In [None]:
from datascience import *
import numpy as np

In [None]:
import matplotlib
%matplotlib inline
import matplotlib.pyplot as plots
plots.style.use('fivethirtyeight')

In this lecture, I am going to use more interactive plots (they look better) so I am using the plotly.express library.  We won't test you on this but it's good to know.

In [None]:
import plotly.express as px
from plotly.subplots import make_subplots
import plotly.graph_objects as go

# Lecture 10

## Review: Standard Units

**Task**
Convert the children's heights to standard units

In [None]:
family_heights = Table.read_table('data/family_heights.csv')
family_heights

## Predicting Child Heights

Recall, long ago, in lecture 10 we built a function to predict child heights.  We started with [Galton's height dataset](https://galton.org/essays/1880-1889/galton-1886-jaigi-regression-stature.pdf) which contained the full grown heigh of children and the height's of both of their parents. We then computed the average height of the parents of each child.

The following is the simplified version of the data containing just the parent's heights and the child height.

In [None]:
# Note: Child heights are the **adult** heights of children in a family
families = Table.read_table('data/family_heights.csv')
parent_avgs = (families.column('father') + families.column('mother'))/2
heights = Table().with_columns(
    'Parent Average', parent_avgs,
    'Child', families.column('child'),
)
heights

What was the relationship between height of the full grown child and the height of the parents?

In [None]:
#heights.iscatter('Parent Average', 'Child')
heights.scatter('Parent Average', 'Child')

### The Nearest Neighbor Predictions

Could we use this data to help us predict the height of a newborn child given the parent's height? 

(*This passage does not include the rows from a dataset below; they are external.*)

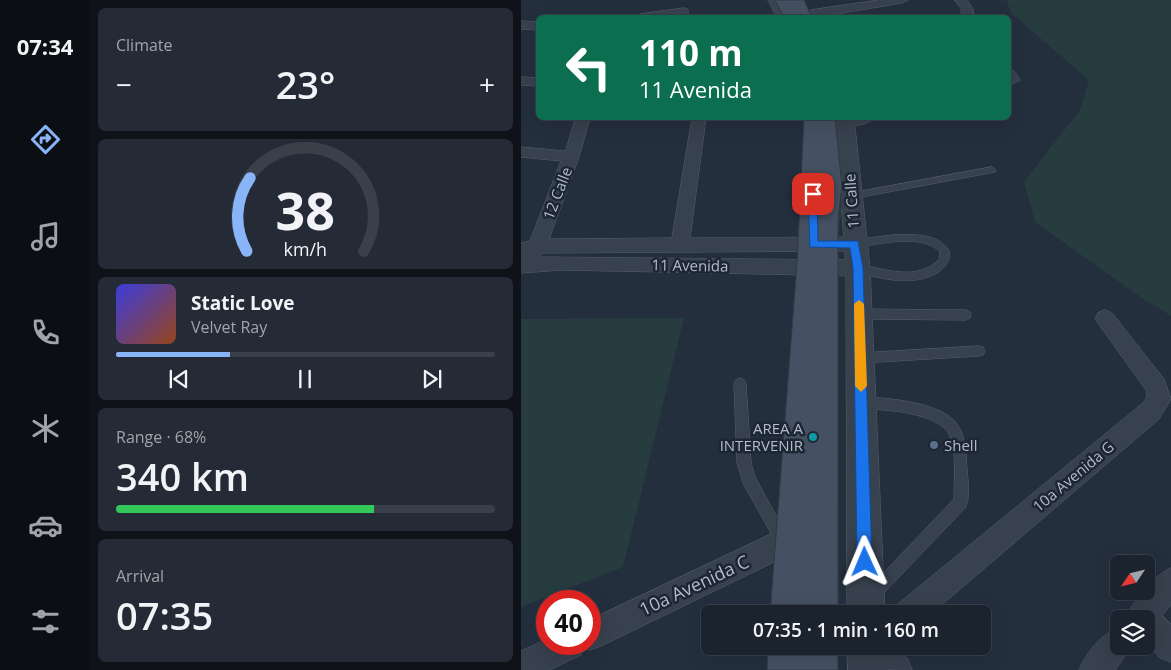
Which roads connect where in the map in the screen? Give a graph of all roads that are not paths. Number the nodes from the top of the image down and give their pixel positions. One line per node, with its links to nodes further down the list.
1 (802, 0): 6 (street)
2 (902, 0): 7 (street)
3 (961, 0): 8 (street)
4 (684, 10): 5 (street)
5 (657, 15)
6 (810, 15)
7 (817, 15)
8 (968, 15)
9 (521, 20): 10 (street)
10 (536, 21)
11 (521, 25): 12 (street)
12 (536, 26)
13 (521, 81): 14 (street)
14 (536, 82)
15 (582, 120): 19 (street, 12 Calle)
16 (699, 120): 23 (street)
17 (852, 120): 21 (street, 11 Calle)
18 (521, 152): 19 (street)
19 (571, 157): 25 (street, 12 Calle)
20 (992, 170): 21 (lane)
21 (851, 196): 24 (street, 11 Calle)
22 (813, 236): 23 (street, 11 Avenida); 24 (street, 11 Avenida); 26 (street)
23 (680, 245): 25 (street, 11 Avenida)
24 (857, 256): 24 (lane); 26 (street, 11 Avenida); 27 (street, 11 Calle)
25 (526, 257): 26 (street, 11 Avenida)
26 (812, 277)
27 (859, 314): 28 (lane); 31 (street, 11 Calle)
28 (966, 315)
29 (1105, 319): 38 (street, 10a Avenida G)
30 (979, 352): 31 (lane)
31 (861, 358): 33 (street, 11 Calle)
32 (740, 384): 34 (lane)
33 (861, 403): 36 (street, 11 Calle); 37 (lane)
34 (795, 540): 40 (street, 10a Avenida C)
35 (1171, 582): 39 (street)
36 (870, 605)
37 (896, 605)
38 (919, 605)
39 (1147, 610)
40 (601, 629)
41 (1155, 631): 42 (street)
42 (1171, 647)
43 (1110, 652): 46 (street)
44 (547, 655): 45 (street)
45 (521, 667)
46 (1094, 670)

In lecture 10, we actually developed a highly sophisticated process for predicting the height of a child given the average heigh of both their parents.  We looked at children of parents with similar heights in our data and then took the average height of those nearby children.

In [None]:
def nearest_neighbor_predictor(parent_average, window=0.5):
    lower_bound = parent_average - window
    upper_bound = parent_average + window
    similar_child_heights = (
        heights
            .where("Parent Average", are.between(lower_bound, upper_bound))
            .column("Child")
    )
    return np.mean(similar_child_heights)

In [None]:
my_height = 5*12 + 11 # 5 ft 11 inches
spouse_height = 5*12 + 7 # 5 ft 7 inches
our_average = (my_height + spouse_height) / 2.0
our_average

In [None]:
window = 0.5
lower_bound = our_average - window
upper_bound = our_average + window
print(lower_bound, upper_bound)

In [None]:
nearest_neighbor_predictor(our_average)

In pictures, this nearest neighbor predictor looks like.

In [None]:
heights.scatter('Parent Average', 'Child')
# You don't need to know the details of this plotting code yet.
plots.plot([lower_bound, lower_bound], [50, 85], color='red', lw=2)
plots.plot([our_average, our_average], [50, 85], color='orange', lw=2);
plots.plot([upper_bound, upper_bound], [50, 85], color='red', lw=2);

In [None]:
# Interactive plot

In [None]:
fig = px.scatter(x=heights.column('Parent Average'), y=heights.column('Child'))
fig.add_vline(our_average - 0.5)
fig.add_vline(our_average + 0.5)
fig.add_scatter(x=[our_average], y=[nearest_neighbor_predictor(our_average)], 
                name="Prediction", marker_size=10)

To get a sense as to how well our predictor works, we can apply it to each of the records in our dataset. Of course, we already know the height of the children for each of the records but this gives us a simple way to evaluate our predictions when we know the answer.

In [None]:
prediction = heights.apply(nearest_neighbor_predictor, 'Parent Average')
heights_with_predictions = heights.with_columns('Prediction', prediction)

In [None]:
#heights_with_predictions.iscatter('Parent Average')
heights_with_predictions.scatter('Parent Average')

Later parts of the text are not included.